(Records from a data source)

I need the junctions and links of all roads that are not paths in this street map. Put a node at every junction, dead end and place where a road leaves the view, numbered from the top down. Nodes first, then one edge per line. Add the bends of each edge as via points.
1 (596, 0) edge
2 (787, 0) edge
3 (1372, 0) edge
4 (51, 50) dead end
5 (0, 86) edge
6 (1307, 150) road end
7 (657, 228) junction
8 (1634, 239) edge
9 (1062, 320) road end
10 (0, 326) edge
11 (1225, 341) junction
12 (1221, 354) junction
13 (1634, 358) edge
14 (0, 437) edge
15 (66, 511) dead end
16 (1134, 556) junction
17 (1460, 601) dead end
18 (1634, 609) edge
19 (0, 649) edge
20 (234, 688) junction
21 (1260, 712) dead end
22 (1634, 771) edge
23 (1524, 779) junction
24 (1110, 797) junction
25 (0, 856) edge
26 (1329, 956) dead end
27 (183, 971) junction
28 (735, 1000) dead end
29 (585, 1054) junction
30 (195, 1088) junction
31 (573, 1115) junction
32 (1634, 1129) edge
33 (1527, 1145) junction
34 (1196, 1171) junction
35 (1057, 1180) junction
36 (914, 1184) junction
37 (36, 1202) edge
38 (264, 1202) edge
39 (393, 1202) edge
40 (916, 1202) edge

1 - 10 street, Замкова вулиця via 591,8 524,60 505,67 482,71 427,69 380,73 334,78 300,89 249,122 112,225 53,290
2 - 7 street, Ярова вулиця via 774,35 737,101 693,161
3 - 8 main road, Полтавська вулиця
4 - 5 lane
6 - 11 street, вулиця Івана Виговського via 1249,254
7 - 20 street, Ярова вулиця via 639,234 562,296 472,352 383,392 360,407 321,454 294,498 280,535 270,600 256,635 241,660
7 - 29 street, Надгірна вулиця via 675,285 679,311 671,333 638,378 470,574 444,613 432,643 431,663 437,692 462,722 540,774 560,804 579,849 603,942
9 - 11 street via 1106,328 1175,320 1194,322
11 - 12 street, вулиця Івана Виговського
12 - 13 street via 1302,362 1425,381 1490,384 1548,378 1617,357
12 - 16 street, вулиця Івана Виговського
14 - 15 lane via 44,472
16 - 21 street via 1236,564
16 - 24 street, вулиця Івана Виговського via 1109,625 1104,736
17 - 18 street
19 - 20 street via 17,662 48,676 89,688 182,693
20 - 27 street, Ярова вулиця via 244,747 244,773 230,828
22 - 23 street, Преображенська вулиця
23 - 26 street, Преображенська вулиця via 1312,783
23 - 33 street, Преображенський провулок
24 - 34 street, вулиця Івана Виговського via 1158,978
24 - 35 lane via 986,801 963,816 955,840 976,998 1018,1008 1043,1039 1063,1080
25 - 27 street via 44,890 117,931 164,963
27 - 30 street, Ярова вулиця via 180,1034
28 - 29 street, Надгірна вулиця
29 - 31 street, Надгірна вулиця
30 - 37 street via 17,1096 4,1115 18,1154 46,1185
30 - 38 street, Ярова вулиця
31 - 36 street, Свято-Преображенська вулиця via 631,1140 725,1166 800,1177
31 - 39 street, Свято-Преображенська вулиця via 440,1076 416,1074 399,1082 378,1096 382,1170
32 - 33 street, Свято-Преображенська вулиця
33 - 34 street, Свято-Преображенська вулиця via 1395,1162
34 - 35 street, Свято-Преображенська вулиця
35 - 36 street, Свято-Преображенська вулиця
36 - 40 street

• [REQUIREMENT] Output the data once more, exactly as given.

• [WRITTEN ANSWER]
I need the junctions and links of all roads that are not paths in this street map. Put a node at every junction, dead end and place where a road leaves the view, numbered from the top down. Nodes first, then one edge per line. Add the bends of each edge as via points.
1 (596, 0) edge
2 (787, 0) edge
3 (1372, 0) edge
4 (51, 50) dead end
5 (0, 86) edge
6 (1307, 150) road end
7 (657, 228) junction
8 (1634, 239) edge
9 (1062, 320) road end
10 (0, 326) edge
11 (1225, 341) junction
12 (1221, 354) junction
13 (1634, 358) edge
14 (0, 437) edge
15 (66, 511) dead end
16 (1134, 556) junction
17 (1460, 601) dead end
18 (1634, 609) edge
19 (0, 649) edge
20 (234, 688) junction
21 (1260, 712) dead end
22 (1634, 771) edge
23 (1524, 779) junction
24 (1110, 797) junction
25 (0, 856) edge
26 (1329, 956) dead end
27 (183, 971) junction
28 (735, 1000) dead end
29 (585, 1054) junction
30 (195, 1088) junction
31 (573, 1115) junction
32 (1634, 1129) edge
33 (1527, 1145) junction
34 (1196, 1171) junction
35 (1057, 1180) junction
36 (914, 1184) junction
37 (36, 1202) edge
38 (264, 1202) edge
39 (393, 1202) edge
40 (916, 1202) edge

1 - 10 street, Замкова вулиця via 591,8 524,60 505,67 482,71 427,69 380,73 334,78 300,89 249,122 112,225 53,290
2 - 7 street, Ярова вулиця via 774,35 737,101 693,161
3 - 8 main road, Полтавська вулиця
4 - 5 lane
6 - 11 street, вулиця Івана Виговського via 1249,254
7 - 20 street, Ярова вулиця via 639,234 562,296 472,352 383,392 360,407 321,454 294,498 280,535 270,600 256,635 241,660
7 - 29 street, Надгірна вулиця via 675,285 679,311 671,333 638,378 470,574 444,613 432,643 431,663 437,692 462,722 540,774 560,804 579,849 603,942
9 - 11 street via 1106,328 1175,320 1194,322
11 - 12 street, вулиця Івана Виговського
12 - 13 street via 1302,362 1425,381 1490,384 1548,378 1617,357
12 - 16 street, вулиця Івана Виговського
14 - 15 lane via 44,472
16 - 21 street via 1236,564
16 - 24 street, вулиця Івана Виговського via 1109,625 1104,736
17 - 18 street
19 - 20 street via 17,662 48,676 89,688 182,693
20 - 27 street, Ярова вулиця via 244,747 244,773 230,828
22 - 23 street, Преображенська вулиця
23 - 26 street, Преображенська вулиця via 1312,783
23 - 33 street, Преображенський провулок
24 - 34 street, вулиця Івана Виговського via 1158,978
24 - 35 lane via 986,801 963,816 955,840 976,998 1018,1008 1043,1039 1063,1080
25 - 27 street via 44,890 117,931 164,963
27 - 30 street, Ярова вулиця via 180,1034
28 - 29 street, Надгірна вулиця
29 - 31 street, Надгірна вулиця
30 - 37 street via 17,1096 4,1115 18,1154 46,1185
30 - 38 street, Ярова вулиця
31 - 36 street, Свято-Преображенська вулиця via 631,1140 725,1166 800,1177
31 - 39 street, Свято-Преображенська вулиця via 440,1076 416,1074 399,1082 378,1096 382,1170
32 - 33 street, Свято-Преображенська вулиця
33 - 34 street, Свято-Преображенська вулиця via 1395,1162
34 - 35 street, Свято-Преображенська вулиця
35 - 36 street, Свято-Преображенська вулиця
36 - 40 street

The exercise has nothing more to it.